[EXERCISE INSTRUCTIONS]: Each entry needs to be retyped exactly, with nothing added or dropped.
--- INPUT DATA Enclosed Below ---
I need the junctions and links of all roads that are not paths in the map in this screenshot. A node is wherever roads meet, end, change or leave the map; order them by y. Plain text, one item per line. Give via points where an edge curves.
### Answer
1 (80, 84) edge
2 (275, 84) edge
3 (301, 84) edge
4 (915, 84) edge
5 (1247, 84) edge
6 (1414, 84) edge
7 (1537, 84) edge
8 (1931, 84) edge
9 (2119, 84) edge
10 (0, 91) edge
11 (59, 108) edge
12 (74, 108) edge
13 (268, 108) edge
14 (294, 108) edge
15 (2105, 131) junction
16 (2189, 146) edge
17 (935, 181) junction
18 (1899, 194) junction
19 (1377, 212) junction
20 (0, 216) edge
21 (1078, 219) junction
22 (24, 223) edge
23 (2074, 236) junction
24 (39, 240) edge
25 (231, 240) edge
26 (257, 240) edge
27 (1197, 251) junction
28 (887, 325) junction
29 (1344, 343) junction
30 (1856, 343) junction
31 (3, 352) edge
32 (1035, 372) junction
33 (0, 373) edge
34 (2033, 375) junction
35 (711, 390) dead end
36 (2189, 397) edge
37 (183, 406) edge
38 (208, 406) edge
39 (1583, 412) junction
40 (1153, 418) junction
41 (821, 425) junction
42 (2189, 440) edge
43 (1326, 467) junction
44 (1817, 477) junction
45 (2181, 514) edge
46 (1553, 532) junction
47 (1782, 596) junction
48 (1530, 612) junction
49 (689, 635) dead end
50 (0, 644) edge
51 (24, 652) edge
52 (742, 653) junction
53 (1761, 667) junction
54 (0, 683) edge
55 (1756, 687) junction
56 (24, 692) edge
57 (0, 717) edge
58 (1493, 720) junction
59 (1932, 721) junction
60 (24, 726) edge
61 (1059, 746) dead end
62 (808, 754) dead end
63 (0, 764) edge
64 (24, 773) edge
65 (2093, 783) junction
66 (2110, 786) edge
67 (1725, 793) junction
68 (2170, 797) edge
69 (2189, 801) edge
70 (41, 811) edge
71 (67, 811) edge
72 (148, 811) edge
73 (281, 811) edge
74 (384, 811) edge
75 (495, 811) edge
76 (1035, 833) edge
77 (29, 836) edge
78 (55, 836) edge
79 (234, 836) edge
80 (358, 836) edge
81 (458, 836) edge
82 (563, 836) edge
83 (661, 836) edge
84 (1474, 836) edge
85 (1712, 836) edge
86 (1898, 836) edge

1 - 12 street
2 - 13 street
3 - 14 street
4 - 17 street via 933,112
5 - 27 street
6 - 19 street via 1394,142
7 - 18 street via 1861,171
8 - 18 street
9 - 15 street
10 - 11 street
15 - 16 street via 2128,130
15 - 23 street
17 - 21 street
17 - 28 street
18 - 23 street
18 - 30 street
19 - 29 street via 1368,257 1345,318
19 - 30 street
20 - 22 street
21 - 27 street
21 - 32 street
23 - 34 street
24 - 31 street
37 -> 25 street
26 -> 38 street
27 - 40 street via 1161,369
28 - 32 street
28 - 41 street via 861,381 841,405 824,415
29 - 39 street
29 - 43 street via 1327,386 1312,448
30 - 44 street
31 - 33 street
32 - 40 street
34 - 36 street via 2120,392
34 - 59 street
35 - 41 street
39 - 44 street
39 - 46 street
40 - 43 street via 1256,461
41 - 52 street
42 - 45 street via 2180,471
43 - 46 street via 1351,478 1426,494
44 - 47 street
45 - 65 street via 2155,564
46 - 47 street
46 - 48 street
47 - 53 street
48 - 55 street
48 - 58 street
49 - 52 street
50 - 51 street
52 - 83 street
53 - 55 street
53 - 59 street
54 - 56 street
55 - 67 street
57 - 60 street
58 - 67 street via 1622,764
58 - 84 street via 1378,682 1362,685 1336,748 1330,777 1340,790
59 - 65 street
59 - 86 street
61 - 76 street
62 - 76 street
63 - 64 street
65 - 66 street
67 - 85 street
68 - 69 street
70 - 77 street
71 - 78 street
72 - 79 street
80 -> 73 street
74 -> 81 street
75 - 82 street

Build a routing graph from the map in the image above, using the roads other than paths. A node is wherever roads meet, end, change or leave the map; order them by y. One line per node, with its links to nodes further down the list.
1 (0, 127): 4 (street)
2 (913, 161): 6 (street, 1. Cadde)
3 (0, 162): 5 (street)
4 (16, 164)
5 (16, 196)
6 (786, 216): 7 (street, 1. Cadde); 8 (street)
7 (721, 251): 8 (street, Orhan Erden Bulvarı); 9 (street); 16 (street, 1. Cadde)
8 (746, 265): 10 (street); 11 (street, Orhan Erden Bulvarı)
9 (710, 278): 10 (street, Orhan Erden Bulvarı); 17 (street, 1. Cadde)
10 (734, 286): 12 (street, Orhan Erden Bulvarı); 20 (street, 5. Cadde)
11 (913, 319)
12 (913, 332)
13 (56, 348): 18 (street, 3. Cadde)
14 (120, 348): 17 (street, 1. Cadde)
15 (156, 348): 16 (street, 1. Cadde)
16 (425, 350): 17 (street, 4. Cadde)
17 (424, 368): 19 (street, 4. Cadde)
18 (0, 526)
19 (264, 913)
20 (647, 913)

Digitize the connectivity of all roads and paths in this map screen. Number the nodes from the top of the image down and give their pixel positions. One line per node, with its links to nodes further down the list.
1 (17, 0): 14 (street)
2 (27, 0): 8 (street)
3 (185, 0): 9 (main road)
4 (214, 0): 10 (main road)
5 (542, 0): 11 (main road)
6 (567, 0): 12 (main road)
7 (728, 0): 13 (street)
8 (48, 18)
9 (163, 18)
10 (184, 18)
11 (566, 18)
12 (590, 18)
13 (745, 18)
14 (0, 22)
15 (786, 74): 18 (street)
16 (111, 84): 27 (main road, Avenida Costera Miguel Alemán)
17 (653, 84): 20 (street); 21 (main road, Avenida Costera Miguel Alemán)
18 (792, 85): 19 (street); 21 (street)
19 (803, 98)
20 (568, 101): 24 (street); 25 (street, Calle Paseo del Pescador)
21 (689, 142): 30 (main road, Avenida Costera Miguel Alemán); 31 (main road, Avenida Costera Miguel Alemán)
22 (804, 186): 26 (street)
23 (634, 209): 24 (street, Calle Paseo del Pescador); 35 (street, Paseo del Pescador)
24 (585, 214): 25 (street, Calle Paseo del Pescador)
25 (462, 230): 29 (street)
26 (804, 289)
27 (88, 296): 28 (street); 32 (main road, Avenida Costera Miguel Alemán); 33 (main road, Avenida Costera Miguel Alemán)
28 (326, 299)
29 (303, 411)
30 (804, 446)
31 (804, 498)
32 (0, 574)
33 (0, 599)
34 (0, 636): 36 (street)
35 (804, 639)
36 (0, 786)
--- End of Enclosed INPUT DATA ---
[EXERCISE RESPONSE]:
I need the junctions and links of all roads that are not paths in the map in this screenshot. A node is wherever roads meet, end, change or leave the map; order them by y. Plain text, one item per line. Give via points where an edge curves.
### Answer
1 (80, 84) edge
2 (275, 84) edge
3 (301, 84) edge
4 (915, 84) edge
5 (1247, 84) edge
6 (1414, 84) edge
7 (1537, 84) edge
8 (1931, 84) edge
9 (2119, 84) edge
10 (0, 91) edge
11 (59, 108) edge
12 (74, 108) edge
13 (268, 108) edge
14 (294, 108) edge
15 (2105, 131) junction
16 (2189, 146) edge
17 (935, 181) junction
18 (1899, 194) junction
19 (1377, 212) junction
20 (0, 216) edge
21 (1078, 219) junction
22 (24, 223) edge
23 (2074, 236) junction
24 (39, 240) edge
25 (231, 240) edge
26 (257, 240) edge
27 (1197, 251) junction
28 (887, 325) junction
29 (1344, 343) junction
30 (1856, 343) junction
31 (3, 352) edge
32 (1035, 372) junction
33 (0, 373) edge
34 (2033, 375) junction
35 (711, 390) dead end
36 (2189, 397) edge
37 (183, 406) edge
38 (208, 406) edge
39 (1583, 412) junction
40 (1153, 418) junction
41 (821, 425) junction
42 (2189, 440) edge
43 (1326, 467) junction
44 (1817, 477) junction
45 (2181, 514) edge
46 (1553, 532) junction
47 (1782, 596) junction
48 (1530, 612) junction
49 (689, 635) dead end
50 (0, 644) edge
51 (24, 652) edge
52 (742, 653) junction
53 (1761, 667) junction
54 (0, 683) edge
55 (1756, 687) junction
56 (24, 692) edge
57 (0, 717) edge
58 (1493, 720) junction
59 (1932, 721) junction
60 (24, 726) edge
61 (1059, 746) dead end
62 (808, 754) dead end
63 (0, 764) edge
64 (24, 773) edge
65 (2093, 783) junction
66 (2110, 786) edge
67 (1725, 793) junction
68 (2170, 797) edge
69 (2189, 801) edge
70 (41, 811) edge
71 (67, 811) edge
72 (148, 811) edge
73 (281, 811) edge
74 (384, 811) edge
75 (495, 811) edge
76 (1035, 833) edge
77 (29, 836) edge
78 (55, 836) edge
79 (234, 836) edge
80 (358, 836) edge
81 (458, 836) edge
82 (563, 836) edge
83 (661, 836) edge
84 (1474, 836) edge
85 (1712, 836) edge
86 (1898, 836) edge

1 - 12 street
2 - 13 street
3 - 14 street
4 - 17 street via 933,112
5 - 27 street
6 - 19 street via 1394,142
7 - 18 street via 1861,171
8 - 18 street
9 - 15 street
10 - 11 street
15 - 16 street via 2128,130
15 - 23 street
17 - 21 street
17 - 28 street
18 - 23 street
18 - 30 street
19 - 29 street via 1368,257 1345,318
19 - 30 street
20 - 22 street
21 - 27 street
21 - 32 street
23 - 34 street
24 - 31 street
37 -> 25 street
26 -> 38 street
27 - 40 street via 1161,369
28 - 32 street
28 - 41 street via 861,381 841,405 824,415
29 - 39 street
29 - 43 street via 1327,386 1312,448
30 - 44 street
31 - 33 street
32 - 40 street
34 - 36 street via 2120,392
34 - 59 street
35 - 41 street
39 - 44 street
39 - 46 street
40 - 43 street via 1256,461
41 - 52 street
42 - 45 street via 2180,471
43 - 46 street via 1351,478 1426,494
44 - 47 street
45 - 65 street via 2155,564
46 - 47 street
46 - 48 street
47 - 53 street
48 - 55 street
48 - 58 street
49 - 52 street
50 - 51 street
52 - 83 street
53 - 55 street
53 - 59 street
54 - 56 street
55 - 67 street
57 - 60 street
58 - 67 street via 1622,764
58 - 84 street via 1378,682 1362,685 1336,748 1330,777 1340,790
59 - 65 street
59 - 86 street
61 - 76 street
62 - 76 street
63 - 64 street
65 - 66 street
67 - 85 street
68 - 69 street
70 - 77 street
71 - 78 street
72 - 79 street
80 -> 73 street
74 -> 81 street
75 - 82 street

Build a routing graph from the map in the image above, using the roads other than paths. A node is wherever roads meet, end, change or leave the map; order them by y. One line per node, with its links to nodes further down the list.
1 (0, 127): 4 (street)
2 (913, 161): 6 (street, 1. Cadde)
3 (0, 162): 5 (street)
4 (16, 164)
5 (16, 196)
6 (786, 216): 7 (street, 1. Cadde); 8 (street)
7 (721, 251): 8 (street, Orhan Erden Bulvarı); 9 (street); 16 (street, 1. Cadde)
8 (746, 265): 10 (street); 11 (street, Orhan Erden Bulvarı)
9 (710, 278): 10 (street, Orhan Erden Bulvarı); 17 (street, 1. Cadde)
10 (734, 286): 12 (street, Orhan Erden Bulvarı); 20 (street, 5. Cadde)
11 (913, 319)
12 (913, 332)
13 (56, 348): 18 (street, 3. Cadde)
14 (120, 348): 17 (street, 1. Cadde)
15 (156, 348): 16 (street, 1. Cadde)
16 (425, 350): 17 (street, 4. Cadde)
17 (424, 368): 19 (street, 4. Cadde)
18 (0, 526)
19 (264, 913)
20 (647, 913)

Digitize the connectivity of all roads and paths in this map screen. Number the nodes from the top of the image down and give their pixel positions. One line per node, with its links to nodes further down the list.
1 (17, 0): 14 (street)
2 (27, 0): 8 (street)
3 (185, 0): 9 (main road)
4 (214, 0): 10 (main road)
5 (542, 0): 11 (main road)
6 (567, 0): 12 (main road)
7 (728, 0): 13 (street)
8 (48, 18)
9 (163, 18)
10 (184, 18)
11 (566, 18)
12 (590, 18)
13 (745, 18)
14 (0, 22)
15 (786, 74): 18 (street)
16 (111, 84): 27 (main road, Avenida Costera Miguel Alemán)
17 (653, 84): 20 (street); 21 (main road, Avenida Costera Miguel Alemán)
18 (792, 85): 19 (street); 21 (street)
19 (803, 98)
20 (568, 101): 24 (street); 25 (street, Calle Paseo del Pescador)
21 (689, 142): 30 (main road, Avenida Costera Miguel Alemán); 31 (main road, Avenida Costera Miguel Alemán)
22 (804, 186): 26 (street)
23 (634, 209): 24 (street, Calle Paseo del Pescador); 35 (street, Paseo del Pescador)
24 (585, 214): 25 (street, Calle Paseo del Pescador)
25 (462, 230): 29 (street)
26 (804, 289)
27 (88, 296): 28 (street); 32 (main road, Avenida Costera Miguel Alemán); 33 (main road, Avenida Costera Miguel Alemán)
28 (326, 299)
29 (303, 411)
30 (804, 446)
31 (804, 498)
32 (0, 574)
33 (0, 599)
34 (0, 636): 36 (street)
35 (804, 639)
36 (0, 786)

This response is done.